Pra começo de conversa, precisamos pontuar que não estamos falando de uma super mega estrutura financiada por empresas e tudo mais. Não estamos falando de uma atividade popular gigante que arrasta multidões, custeadas pelos cofres públicos. Mesmo assim, o Buraco do Getúlio é um elemento fundamental para a construção de uma Baixada Fluminense melhor, tendo mobilizado pessoas para a aprovação (e queda) de leis, construção de políticas públicas, referência para produção cultural na região metropolitana do Rio de Janeiro e revelação de talentos criativos. Como isso é possível?
Ao invés de contar toda a história do “BG”, o que é quase impossível, vou contar um pouco do que ele representa pra mim.
O Buraco do Getúlio congrega pessoas dispostas a pensar uma sociedade mais afetuosa e capaz de aceitar as diferenças.
A primeira vez que fui numa sessão do Buraco do Getúlio não fiquei mais de uma hora. Uma turma que já se conhecia, em comunhão, ocupando o Ananias Bar. Filmes eram exibidos numa tela esticada do lado de dentro do boteco, enquanto uma turma prestava atenção e uma outra estava do lado de fora batendo papo e tomando uma cerveja. “Pessoal doido”, pensei, sem entender a razão de exibir um filme num bar enquanto um montão de gente não assistia.
Sem conhecer quase ninguém, resolvi ir embora e fiquei com aquela imagem na cabeça, da galera papeando e o filme rolando, e aquela profusão de sentimentos no ar e coisas acontecendo ao mesmo tempo.
Circulando mais pela cidade e conhecendo mais gente, as poucas vezes que consegui colar no BG passaram a fazer um pouco mais de sentido pra mim. E aí compreendi, ao longo do tempo, que aquele espírito de comunhão era a essência do Cineclube Buraco do Getúlio.
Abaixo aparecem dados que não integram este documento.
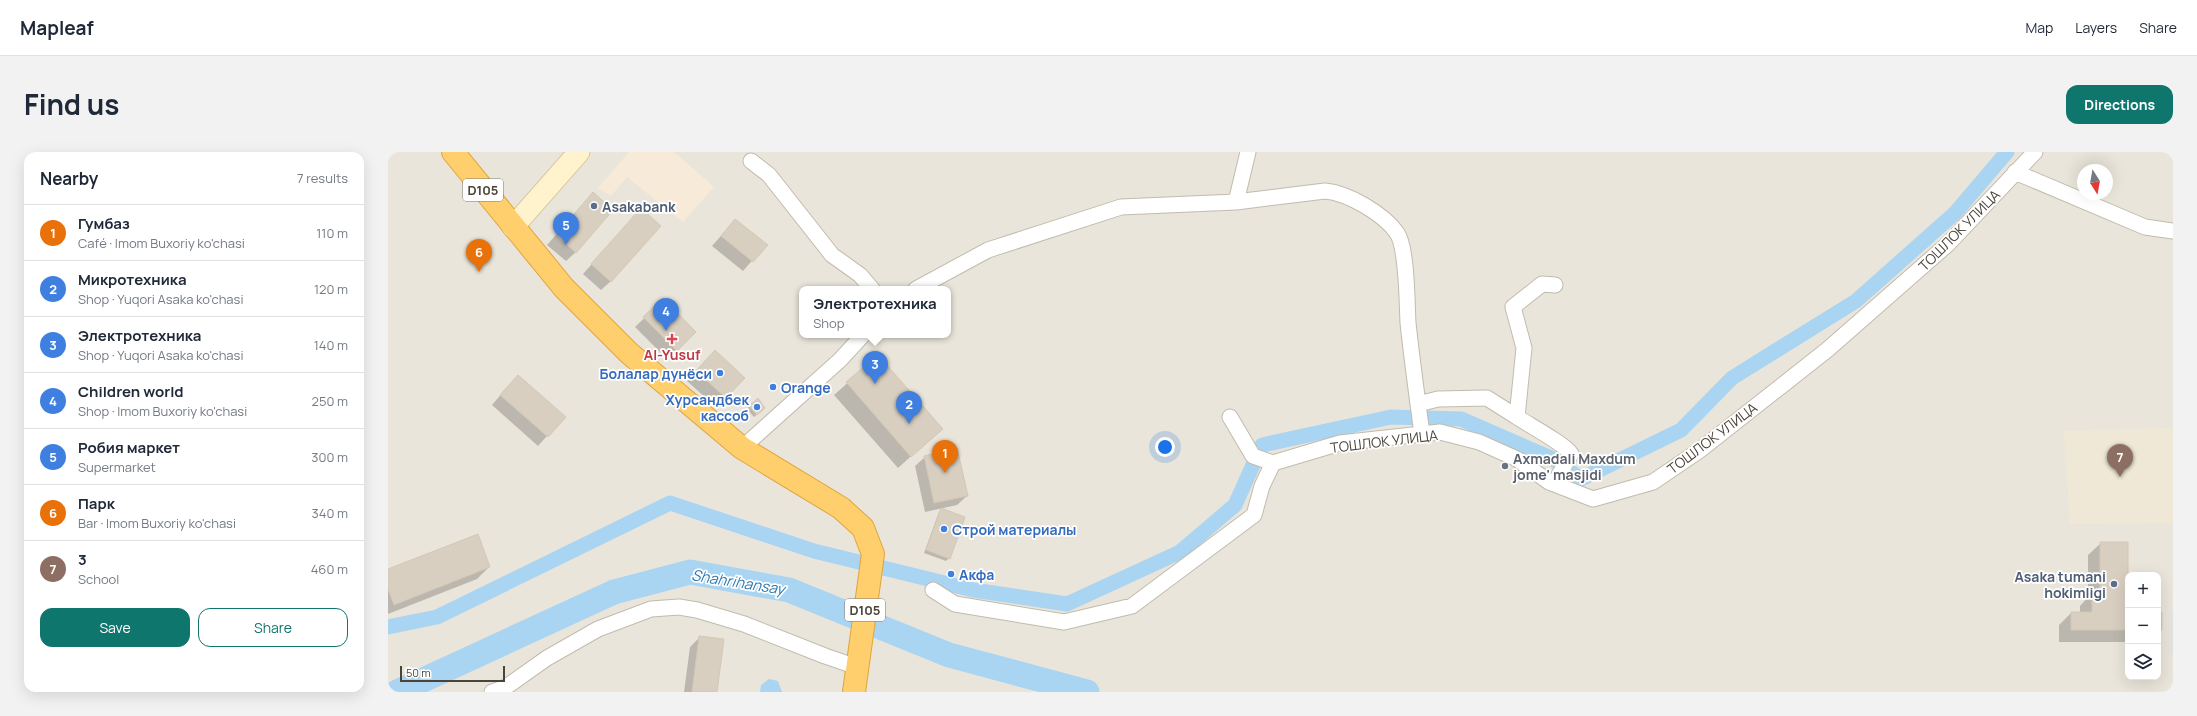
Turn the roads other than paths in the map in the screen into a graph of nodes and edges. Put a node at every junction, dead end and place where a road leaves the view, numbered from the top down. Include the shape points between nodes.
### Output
1 (453, 152) edge
2 (579, 152) edge
3 (1248, 152) edge
4 (2035, 152) edge
5 (751, 161) dead end
6 (2015, 172) junction
7 (1236, 202) junction
8 (513, 227) junction
9 (2173, 231) edge
10 (1555, 285) dead end
11 (869, 286) edge
12 (922, 286) edge
13 (860, 338) edge
14 (1418, 404) junction
15 (1230, 417) dead end
16 (1517, 418) junction
17 (1422, 434) junction
18 (742, 448) junction
19 (1263, 460) junction
20 (1554, 484) junction
21 (933, 590) dead end
22 (857, 667) junction
23 (492, 692) edge
24 (854, 692) edge

1 - 8 highway, D105
2 - 8 street
3 - 7 street
4 - 6 street, ТОШЛОК УЛИЦА
5 - 11 street via 769,175 832,255 860,275
6 - 9 street via 2145,228
6 - 20 street, ТОШЛОК УЛИЦА via 1948,244 1827,350 1700,450 1652,482 1592,498
7 - 12 street via 1121,207 988,250
7 - 14 street via 1335,192 1375,212 1398,233 1403,254
8 - 18 highway, D105 via 564,288 606,331
10 - 16 street via 1542,284 1513,307 1524,348
13 - 18 street via 840,360
14 - 16 street via 1438,399 1487,398
14 - 17 street
15 - 19 street
16 - 20 street via 1567,447 1571,454
17 - 19 street, ТОШЛОК УЛИЦА via 1340,443
17 - 20 street, ТОШЛОК УЛИЦА via 1440,432 1479,442 1517,459
18 - 22 highway, D105 via 841,508 863,528 873,554
19 - 21 street via 1262,486 1254,515 1132,606 1064,622 955,604
22 - 23 street via 744,624 679,607 651,609 598,629 547,658 506,687
22 - 24 highway, D105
Aquele Cineclube, assim como o Mate e o Guerrilha, não se tratava de exibir filmes apenas. Os filmes eram uma boa desculpa para reunir pessoas, congregar intelectuais, tornar-se espaço de discussão e reconhecimento entre aqueles que têm capacidade de transformar.
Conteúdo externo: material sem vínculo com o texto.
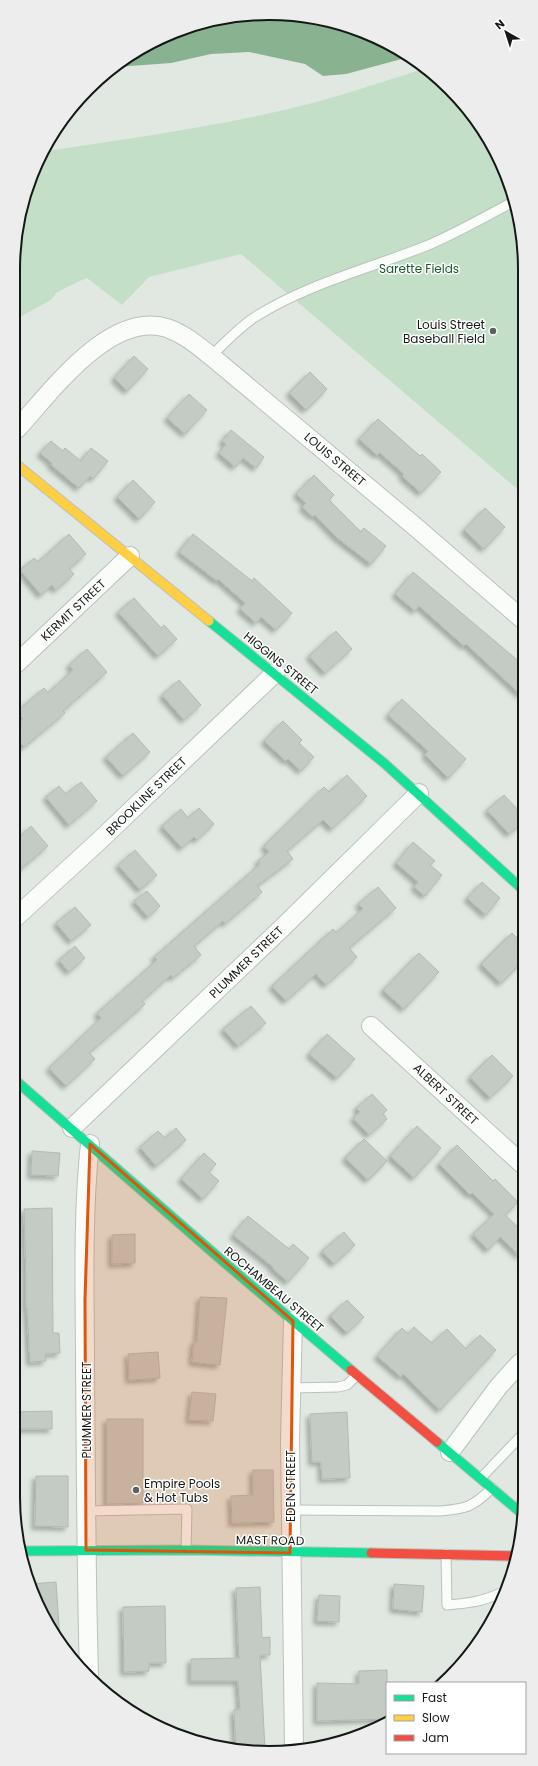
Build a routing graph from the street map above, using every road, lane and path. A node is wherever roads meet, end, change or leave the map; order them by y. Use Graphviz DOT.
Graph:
graph roads {
  1 [pos="510,204"];
  2 [pos="211,356"];
  3 [pos="20,426"];
  4 [pos="20,467"];
  5 [pos="130,556"];
  6 [pos="518,616"];
  7 [pos="20,660"];
  8 [pos="275,673"];
  9 [pos="419,793"];
  10 [pos="518,885"];
  11 [pos="20,913"];
  12 [pos="371,1026"];
  13 [pos="20,1084"];
  14 [pos="72,1128"];
  15 [pos="90,1144"];
  16 [pos="518,1160"];
  17 [pos="293,1321"];
  18 [pos="518,1365"];
  19 [pos="357,1375"];
  20 [pos="291,1388"];
  21 [pos="518,1439"];
  22 [pos="450,1452"];
  23 [pos="481,1478"];
  24 [pos="492,1488"];
  25 [pos="290,1510"];
  26 [pos="517,1510"];
  27 [pos="86,1511"];
  28 [pos="86,1550"];
  29 [pos="186,1550"];
  30 [pos="26,1551"];
  31 [pos="290,1552"];
  32 [pos="446,1554"];
  33 [pos="511,1556"];
  34 [pos="498,1594"];
  35 [pos="88,1667"];
  36 [pos="294,1744"];
  1 -- 2 [label="lane"];
  2 -- 3 [label="street, LOUIS STREET"];
  2 -- 6 [label="street, LOUIS STREET"];
  4 -- 5 [label="street, HIGGINS STREET"];
  5 -- 7 [label="street, KERMIT STREET"];
  5 -- 8 [label="street, HIGGINS STREET"];
  8 -- 9 [label="street, HIGGINS STREET"];
  8 -- 11 [label="street, BROOKLINE STREET"];
  9 -- 10 [label="street, HIGGINS STREET"];
  9 -- 14 [label="street, PLUMMER STREET"];
  12 -- 16 [label="street, ALBERT STREET"];
  13 -- 14 [label="street, ROCHAMBEAU STREET"];
  14 -- 15 [label="street, ROCHAMBEAU STREET"];
  15 -- 17 [label="street, ROCHAMBEAU STREET"];
  15 -- 27 [label="street, PLUMMER STREET"];
  17 -- 19 [label="street, ROCHAMBEAU STREET"];
  17 -- 20 [label="street, EDEN STREET"];
  18 -- 22 [label="street"];
  19 -- 20 [label="lane"];
  19 -- 22 [label="street, ROCHAMBEAU STREET"];
  20 -- 25 [label="street, EDEN STREET"];
  21 -- 23 [label="lane"];
  22 -- 23 [label="street, ROCHAMBEAU STREET"];
  23 -- 24 [label="street, ROCHAMBEAU STREET"];
  24 -- 25 [label="lane"];
  24 -- 26 [label="street, ROCHAMBEAU STREET"];
  25 -- 31 [label="street, EDEN STREET"];
  27 -- 28 [label="street, PLUMMER STREET"];
  27 -- 29 [label="lane"];
  28 -- 29 [label="street, MAST ROAD"];
  28 -- 30 [label="street, MAST ROAD"];
  28 -- 35 [label="street, PLUMMER STREET"];
  29 -- 31 [label="street, MAST ROAD"];
  31 -- 32 [label="street, MAST ROAD"];
  31 -- 36 [label="street, EDEN STREET"];
  32 -- 33 [label="street, MAST ROAD"];
  32 -- 34 [label="lane"];
}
Além das sessões tradicionais no Ananias e na Praça dos Direitos Humanos, posso dizer que estive em sessões no mínimo inusitadas do BG. Teve a vez que rolou a manifestação contra a homofobia, por exemplo, em resposta a um grupo de motociclistas que oprimiu um homossexual. Era nitidamente uma sessão do Buraco, mas dessa vez sem filmes: “só” a militância. Teve uma outra vez em que o BG abriu a programação do Beco Festival, num lance bem solar, good vibes e tudo mais: “só” o afeto. Teve mais um tantão de vezes que, circulando por coisas que rolam em Nova Iguaçu, me deparei pensando “caraca, parece que tô no BG”: era “só” a comunhão.
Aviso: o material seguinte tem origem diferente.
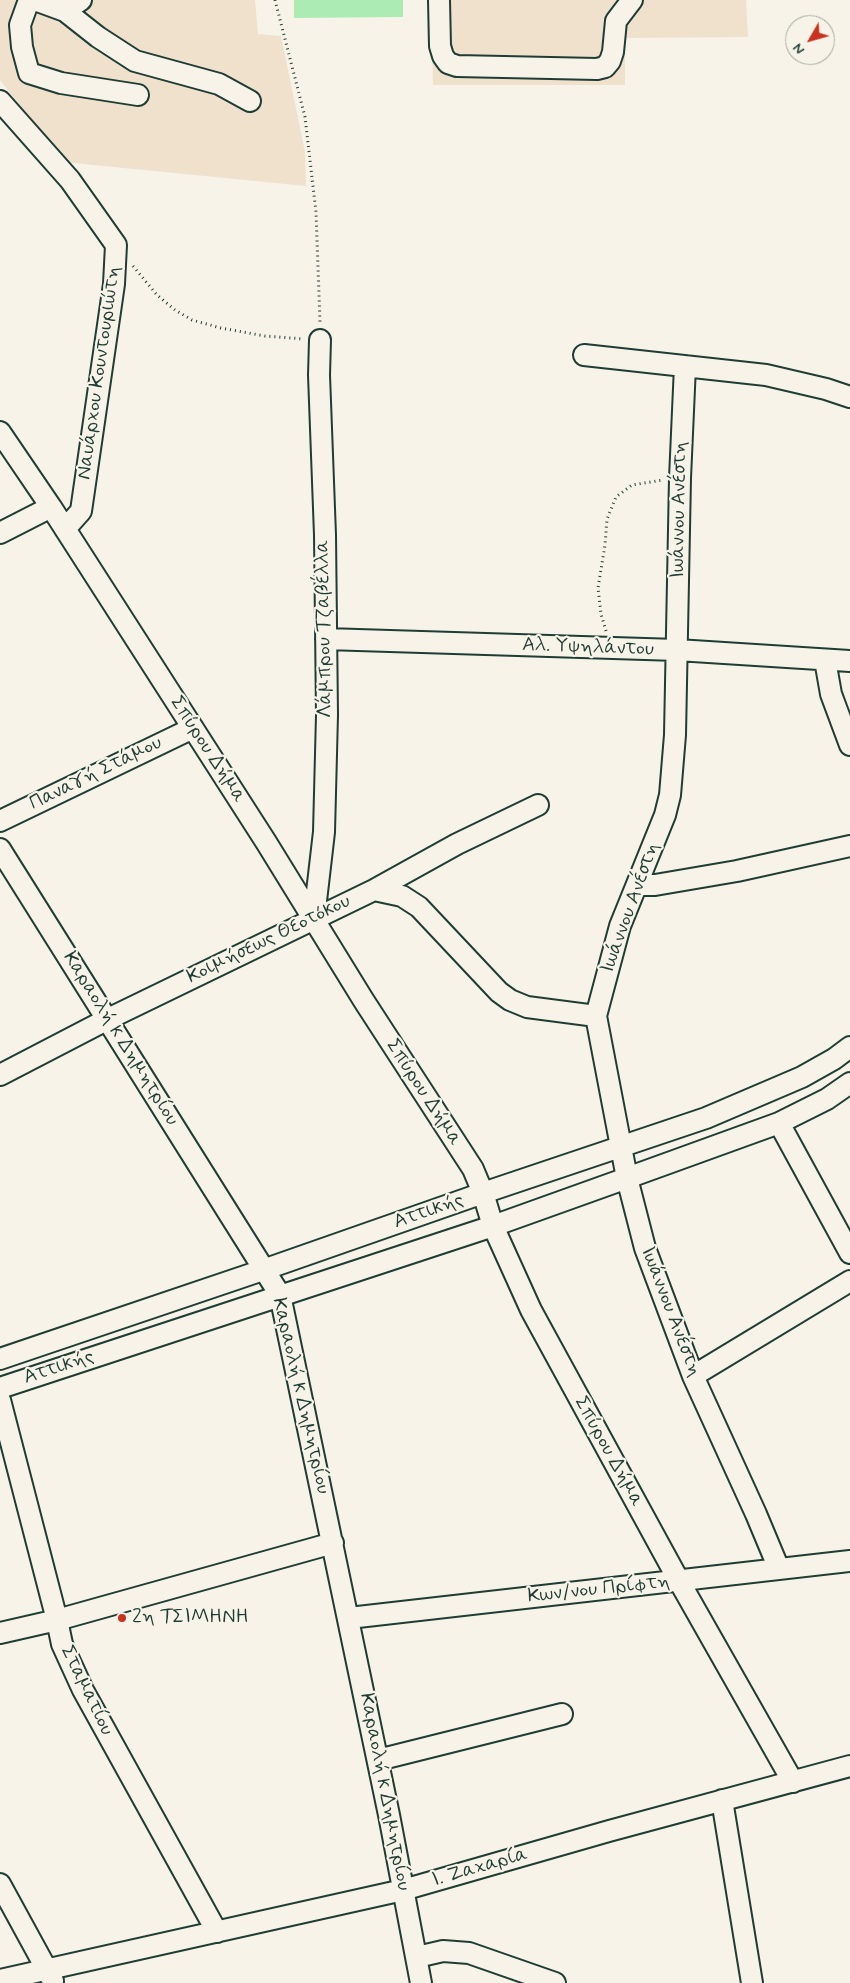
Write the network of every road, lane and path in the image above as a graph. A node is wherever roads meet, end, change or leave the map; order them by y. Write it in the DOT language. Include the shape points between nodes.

Hoje compreendo o Cineclube Buraco do Getúlio como um verdadeiro zeitgeist da juventude iguaçuana da virada do século. É o espírito de época de uma sociedade insatisfeita com o rumo que as coisas tomaram pra direita. É o ponto de encontro de pessoas que compartilham das mesmas ideias e sentimentos e querem uma sociedade prafrentex.
Vida longa ao Buraco do Getúlio e a todas as pessoas que fazem parte dessa história, seja desde o início, seja desde a última edição. Que todas as gerações continuem se encontrando e trocando entre si os saberes de diferentes tempos.